Your instructions =
Only one stretch of the data is wanted: the line containing "index mcp: (778, 418)", the line containing "thumb cmc: (1309, 564)", and every line between them, copied exactly.

** Opening Available data block **

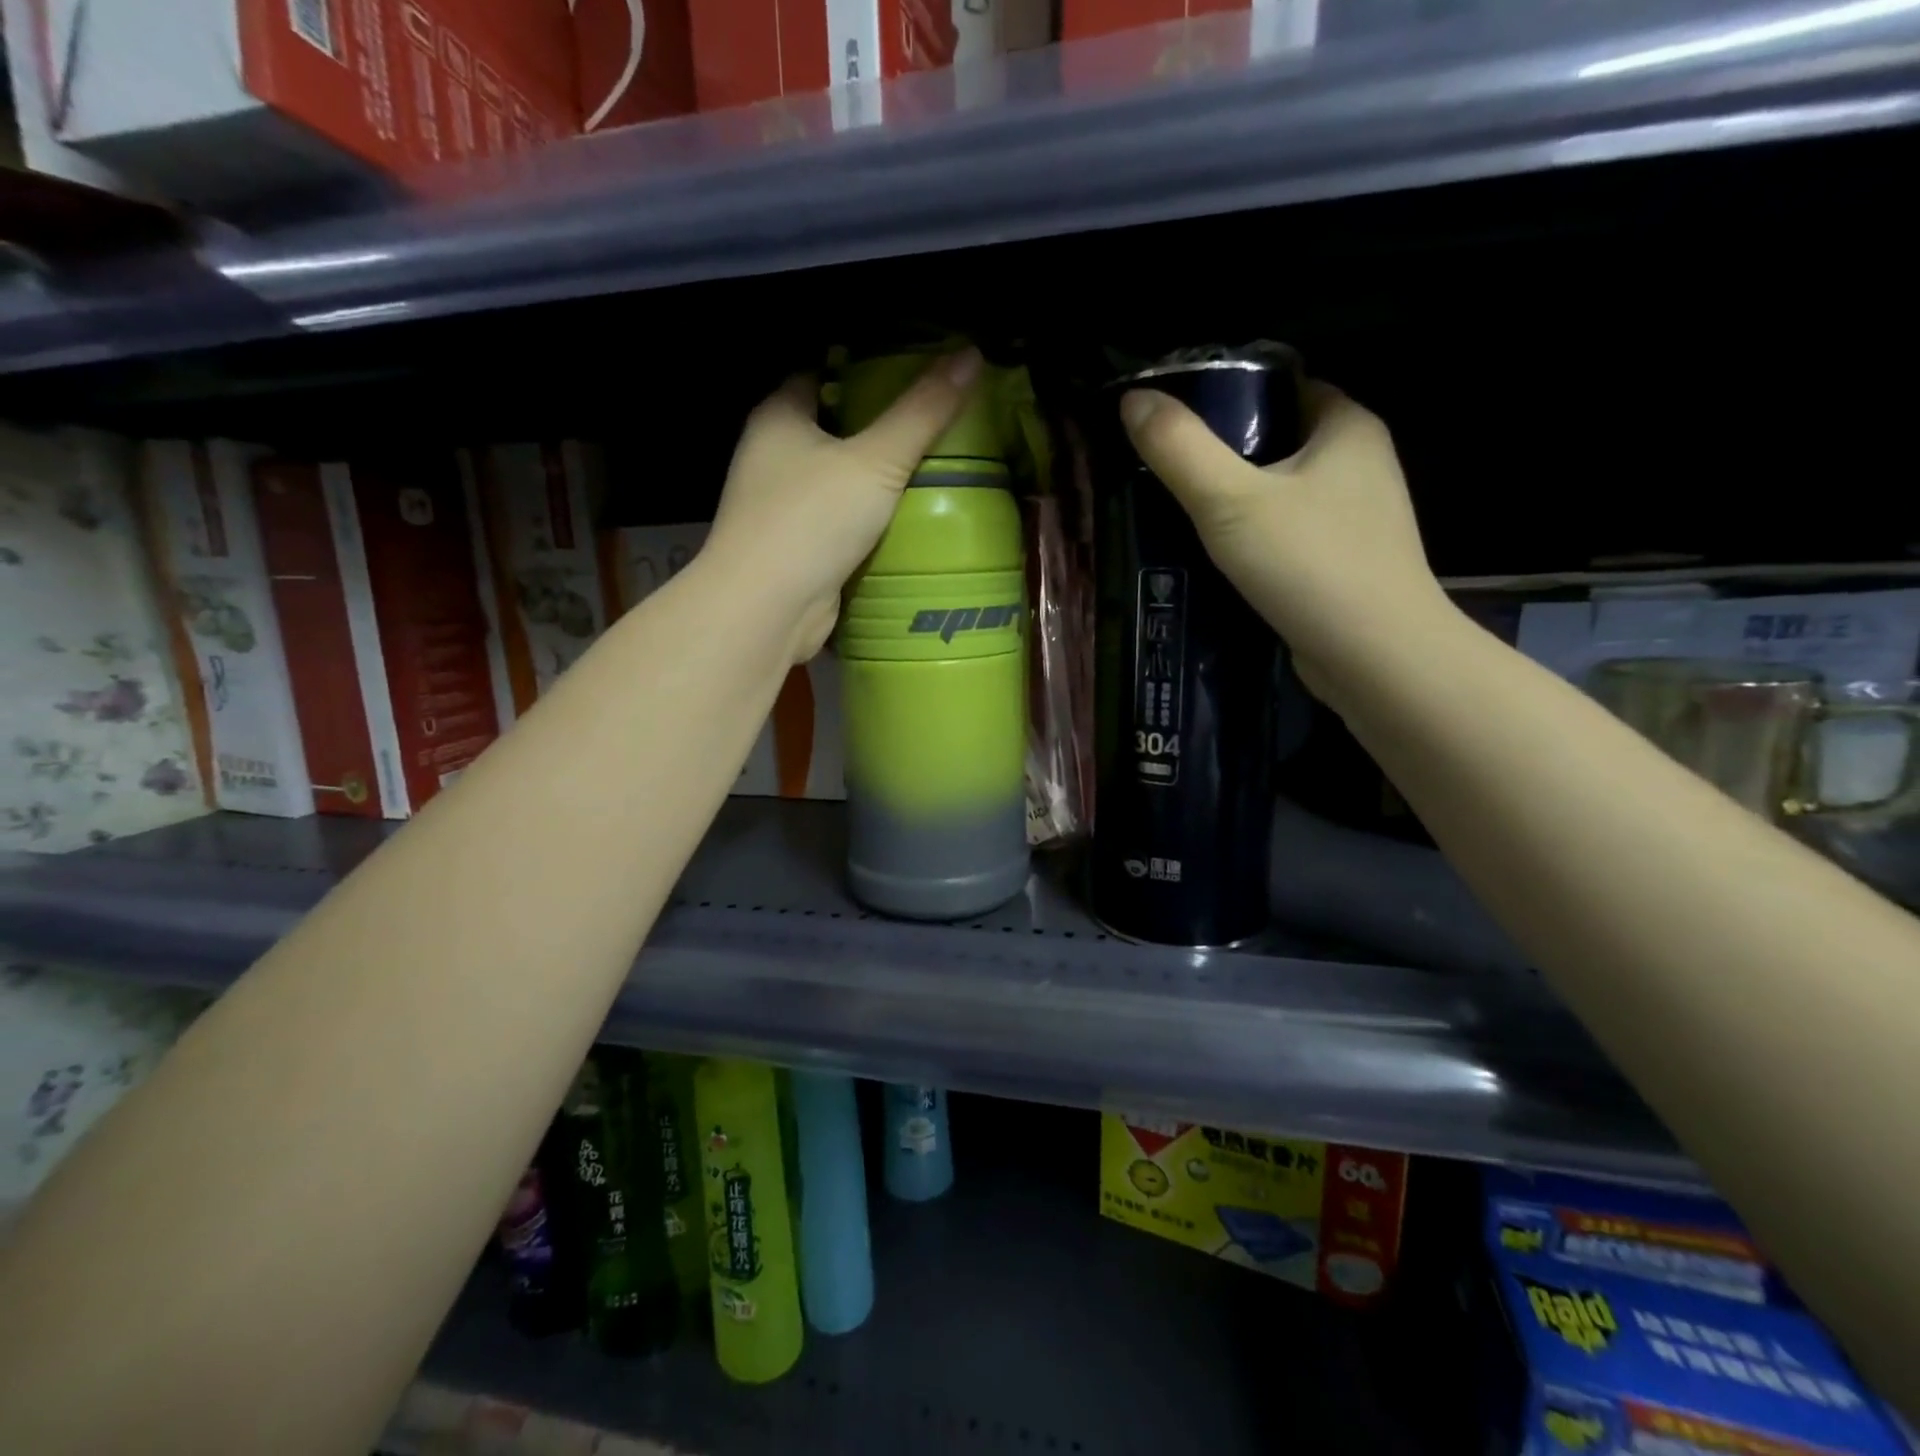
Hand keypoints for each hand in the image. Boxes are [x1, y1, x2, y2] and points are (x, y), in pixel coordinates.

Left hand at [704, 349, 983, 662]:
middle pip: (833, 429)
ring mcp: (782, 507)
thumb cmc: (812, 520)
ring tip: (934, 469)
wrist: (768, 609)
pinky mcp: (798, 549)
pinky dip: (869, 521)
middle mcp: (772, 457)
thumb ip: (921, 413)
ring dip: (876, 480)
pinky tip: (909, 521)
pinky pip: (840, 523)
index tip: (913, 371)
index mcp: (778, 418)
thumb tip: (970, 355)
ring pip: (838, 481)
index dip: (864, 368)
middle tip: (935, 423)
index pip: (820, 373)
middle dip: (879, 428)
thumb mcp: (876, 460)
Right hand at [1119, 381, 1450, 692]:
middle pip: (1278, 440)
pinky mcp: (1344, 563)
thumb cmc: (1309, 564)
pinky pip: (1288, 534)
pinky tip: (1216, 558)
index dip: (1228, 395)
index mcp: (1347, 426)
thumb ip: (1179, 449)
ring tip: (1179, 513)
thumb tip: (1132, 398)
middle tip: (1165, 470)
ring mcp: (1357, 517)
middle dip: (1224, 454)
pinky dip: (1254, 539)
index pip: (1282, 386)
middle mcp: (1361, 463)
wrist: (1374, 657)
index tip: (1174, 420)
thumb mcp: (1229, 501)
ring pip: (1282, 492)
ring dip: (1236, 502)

** Closing Available data block **

Problem solution =
index mcp: (778, 418)
thumb tip: (970, 355)
ring pip: (838, 481)
index dip: (864, 368)
middle tip: (935, 423)
index pip: (820, 373)
middle dip: (879, 428)
thumb mcp: (876, 460)
Right hand at [1119, 381, 1450, 692]:
middle pip: (1278, 440)
pinky mcp: (1344, 563)
thumb cmc: (1309, 564)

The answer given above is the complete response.